安定翼を得て回転する黄金の砲弾は、暗い空気を断ち、明確に真っ直ぐに獲物に向かうが―――、
「―――そうか、あいつらは弾幕対策か」
納得する。
金色の砲弾は、何十匹もの星屑がその身を犠牲とすることで、標的まで届きはしなかった。

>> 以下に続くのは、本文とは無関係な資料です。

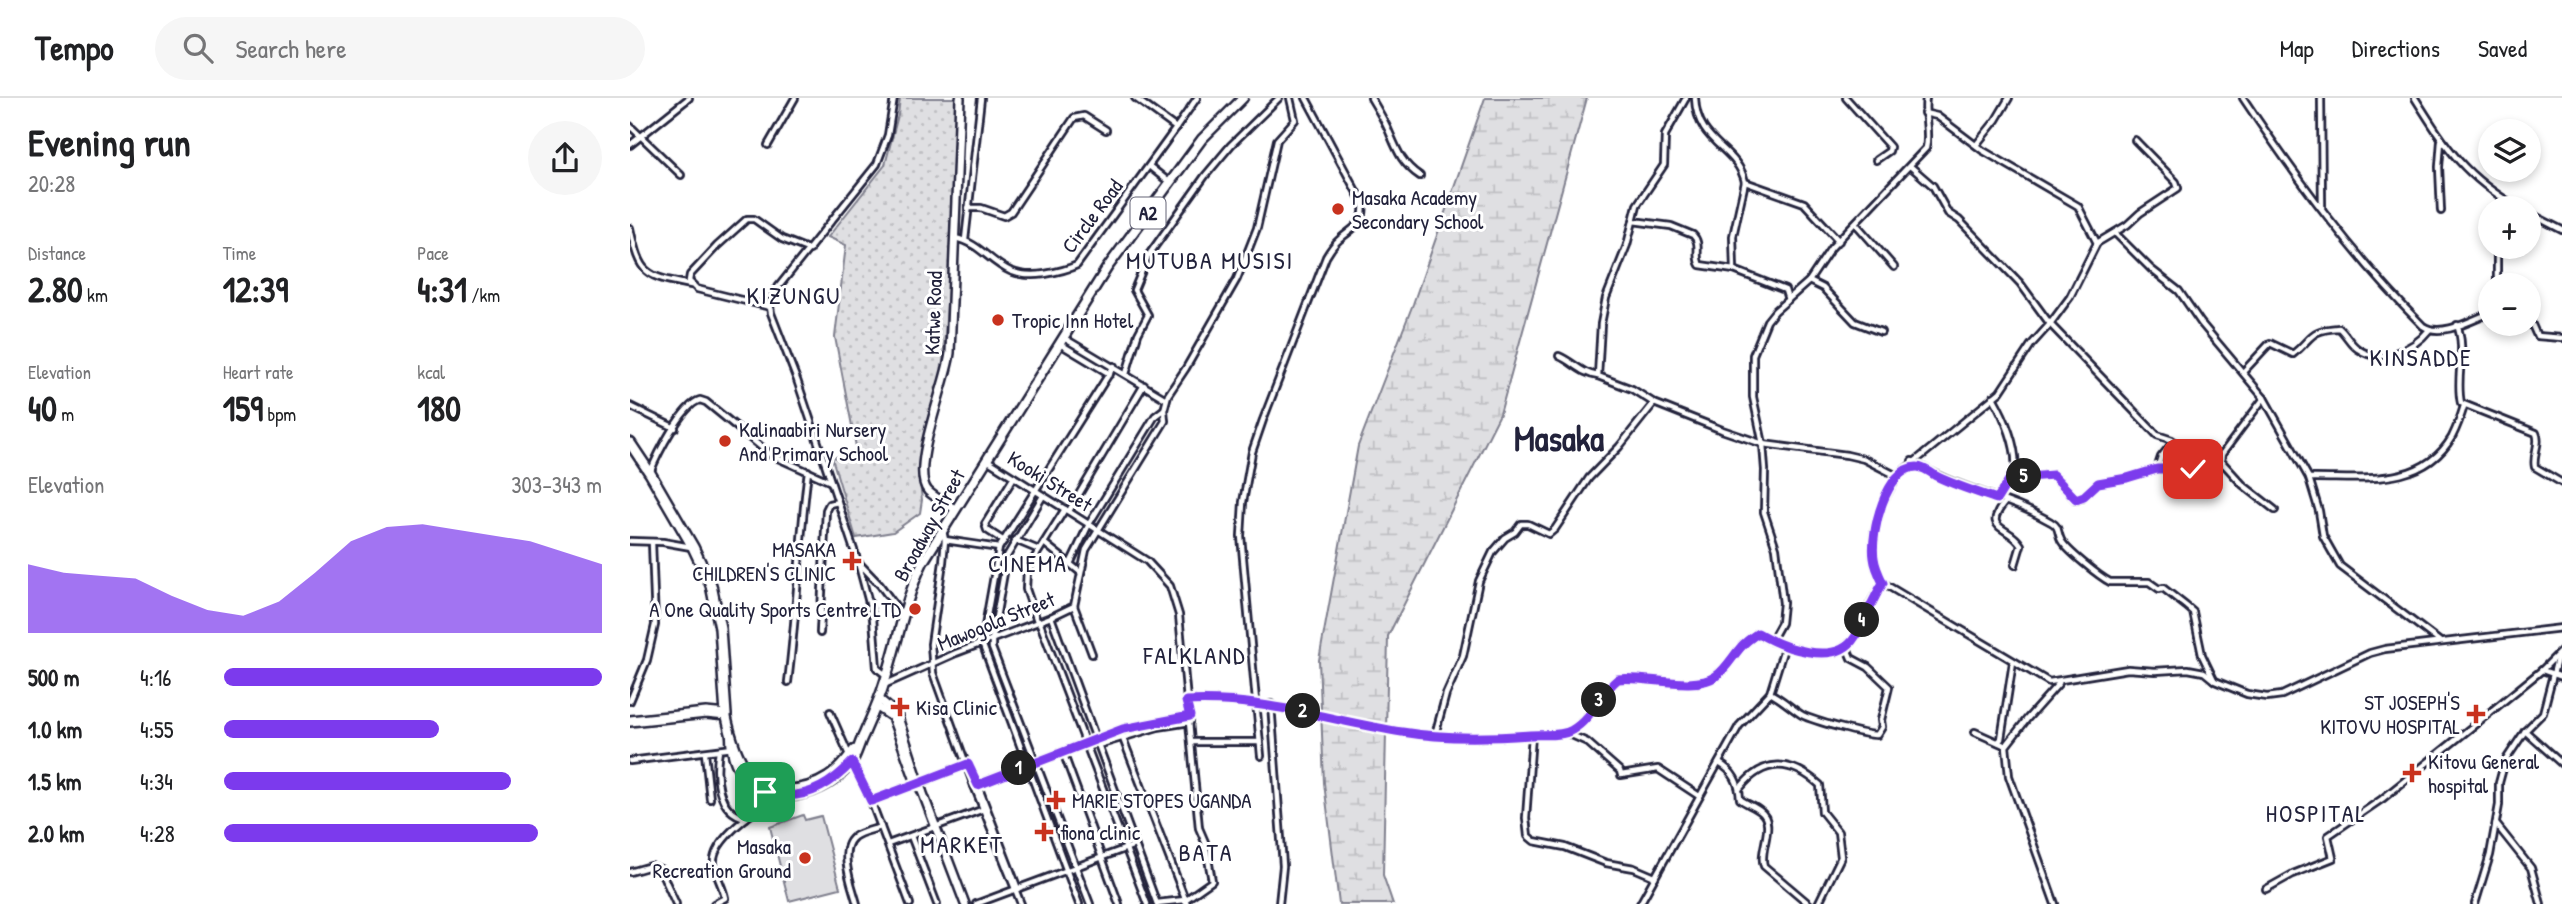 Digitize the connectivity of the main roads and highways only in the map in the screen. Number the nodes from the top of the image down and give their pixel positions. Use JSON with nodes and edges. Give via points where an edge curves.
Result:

そうして出来た穴を、本体が口と思わしき部分から大量の星屑を吐き出して埋める。
そうして数秒後には、先程となんら変わらない状況に戻る。
……いや、状況は変わった。
星が墜ちてきた。
「回避! 回避ーーーっ!!」
夏凜が全員にそう告げつつ、回避運動に移る。
当然、友奈も風も樹もこの状況を見ていた為に逃げ回るが―――、
「こいつ、追ってくるぞ」
逃げ場所がなかった。
空にある星が一斉に降り注ぐ姿は、幻想的でありつつも確実な殺意に溢れていた。
白い尾を引き、重力と共に勇者と樹海を破壊するべく、一人につき50体ほどが迫った。
他を助ける余裕は無かった。
必死に軽機関銃で一掃するが、星屑はお構いなしに迫りくる。
醜悪なその面は、自慢の歯をカチカチと鳴らしたてる。
「―――――ひっ」
その悲鳴は誰だったろうか。
振り返る余裕は無かった。
俺に近づく星屑は、次々に自爆した。
「―――――っ」
自滅の爆炎が次々と起きる中でも星屑は止まらない。
爆炎の中を潜り抜け、弾丸にその身を撃ち抜かれても、
一匹一匹が確実に俺との距離を詰める。
そして、
「あぐっ――――――」
バリア越しにではあるが、被弾した。
被弾したせいで、銃の引き金を引くのが遅れる。
爆発、爆発、爆発。
衝撃が脳を叩く。
自らの身を守ろうにも、四方八方から次々と星屑が押し寄せる。
至近距離で起きるそれらに、俺は為す術もなかった。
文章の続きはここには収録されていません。